193 pages, 11 b/w photos, 31 b/w illustrations, tables
For those who depend on the bounty of the sea for their livelihoods, climate change and its consequences (warming water, coral bleaching, rising sea levels) could spell disaster. The region comprising the eastern coastline of Africa and the islands of the western Indian Ocean--home to many of the Earth's most impoverished people--is particularly vulnerable to significant climate impacts. Focusing on coral reef fisheries in these areas, which collectively support millions of people, this book provides a tool box of options for confronting the consequences of climate change through building local-scale adaptive capacity and improving the condition of natural resources. This requires strengthening a society's flexibility, assets, learning, and social organizations, as well as restricting or limiting its resource use.

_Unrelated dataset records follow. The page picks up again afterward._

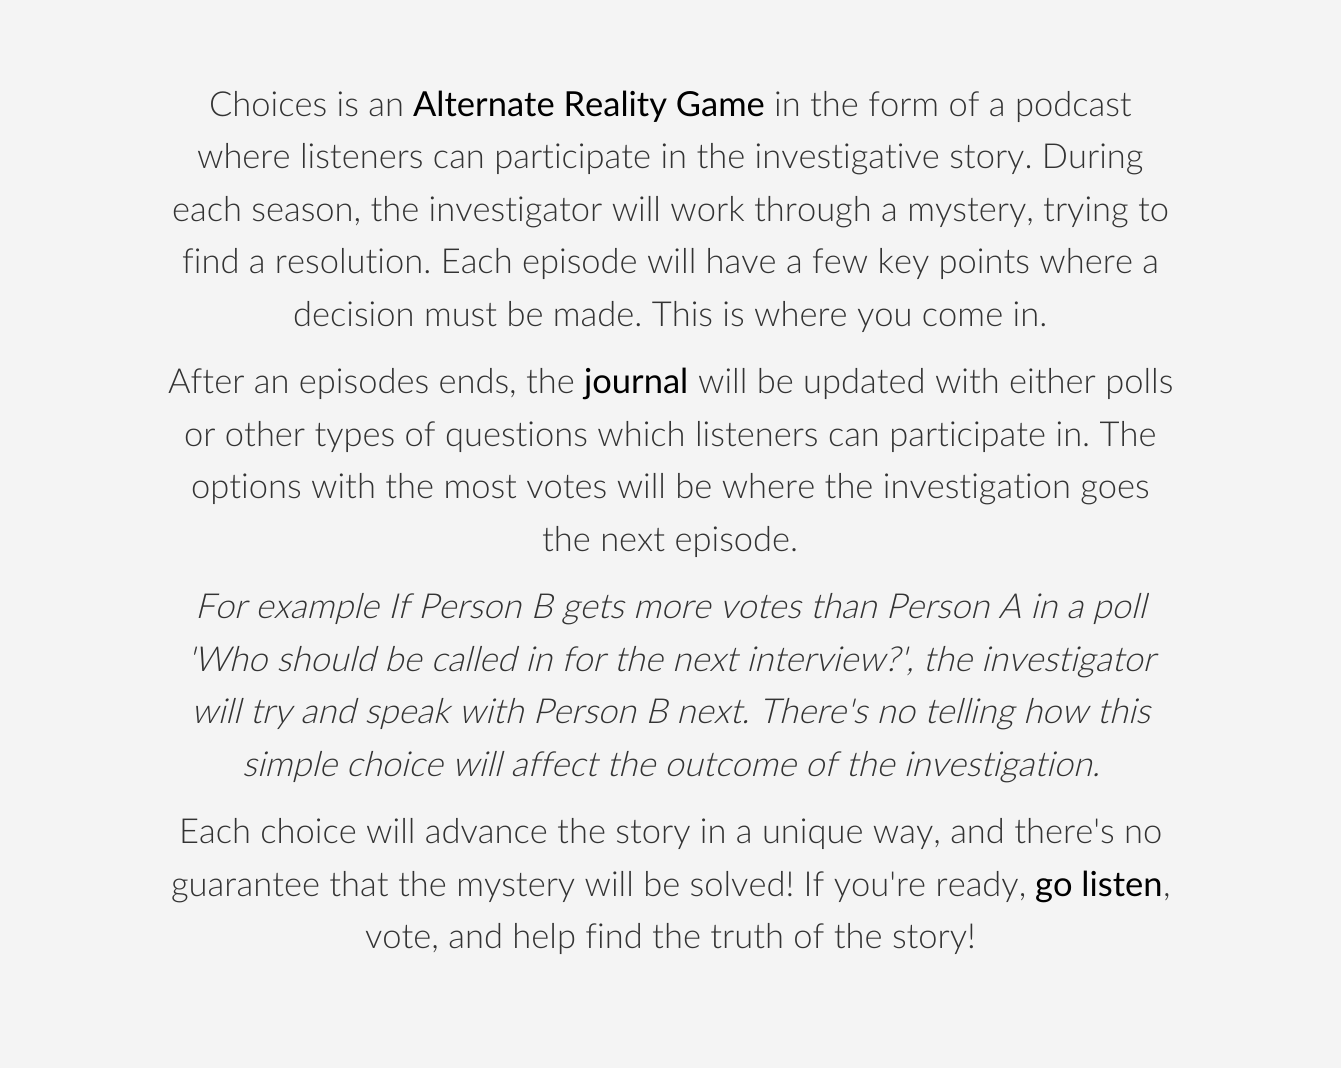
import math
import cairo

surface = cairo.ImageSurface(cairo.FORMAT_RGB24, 1341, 1068)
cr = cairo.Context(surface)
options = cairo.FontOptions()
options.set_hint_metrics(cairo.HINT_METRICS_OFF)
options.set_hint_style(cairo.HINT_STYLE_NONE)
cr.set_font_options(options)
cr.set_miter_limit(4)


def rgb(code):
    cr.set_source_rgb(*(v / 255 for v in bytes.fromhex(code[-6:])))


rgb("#f4f4f4")
cr.paint()
cr.select_font_face("Lato Light")
cr.set_font_size(34.5)
rgb("#333333")
cr.move_to(209, 116)
cr.show_text("Choices is an")
cr.select_font_face("Lato")
rgb("#000000")
cr.move_to(413, 116)
cr.show_text("Alternate Reality Game")
cr.select_font_face("Lato Light")
rgb("#333333")
for x, y, s in [
    (774, 116, "in the form of a podcast"),
    (197, 168, "where listeners can participate in the investigative story. During"),
    (172, 221, "each season, the investigator will work through a mystery, trying to"),
    (182, 273, "find a resolution. Each episode will have a few key points where a"),
    (293, 326, "decision must be made. This is where you come in."),
    (168, 393, "After an episodes ends, the"),
]:
    cr.move_to(x, y)
    cr.show_text(s)
cr.select_font_face("Lato")
rgb("#000000")
cr.move_to(584, 393)
cr.show_text("journal")
cr.select_font_face("Lato Light")
rgb("#333333")
for x, y, s in [
    (698, 393, "will be updated with either polls"),
    (184, 446, "or other types of questions which listeners can participate in. The"),
    (191, 498, "options with the most votes will be where the investigation goes"),
    (542, 551, "the next episode."),
]:
    cr.move_to(x, y)
    cr.show_text(s)
cr.select_font_face("Lato Light", cairo.FONT_SLANT_ITALIC)
for x, y, s in [
    (195, 618, "For example If Person B gets more votes than Person A in a poll"),
    (187, 671, "'Who should be called in for the next interview?', the investigator"),
    (191, 723, "will try and speak with Person B next. There's no telling how this"),
    (242, 776, "simple choice will affect the outcome of the investigation."),
]:
    cr.move_to(x, y)
    cr.show_text(s)
cr.select_font_face("Lato Light")
cr.move_to(179, 843)
cr.show_text("Each choice will advance the story in a unique way, and there's no")
cr.move_to(171, 896)
cr.show_text("guarantee that the mystery will be solved! If you're ready,")
cr.select_font_face("Lato")
rgb("#000000")
cr.move_to(1035, 896)
cr.show_text("go listen")
cr.select_font_face("Lato Light")
rgb("#333333")
cr.move_to(1163, 896)
cr.show_text(",")
cr.move_to(365, 948)
cr.show_text("vote, and help find the truth of the story!")
surface.write_to_png("page.png")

These two broad concepts--building social capacity and limiting certain types of resource use--interact in complicated ways, requiring coordinated actions. The authors argue that adaptation solutions are context dependent, determined in part by local resource conditions, human adaptive capacity, and exposure to climate change impacts, but also by a people's history, culture, and aspirations. Providing an up-to-date and original synthesis of environmental stress, natural resources, and the socioeconomics of climate change, Adapting to a Changing Environment develops a framework to provide governments, scientists, managers, and donors with critical information about local context, encouraging the implementation of nuanced actions that reflect local conditions.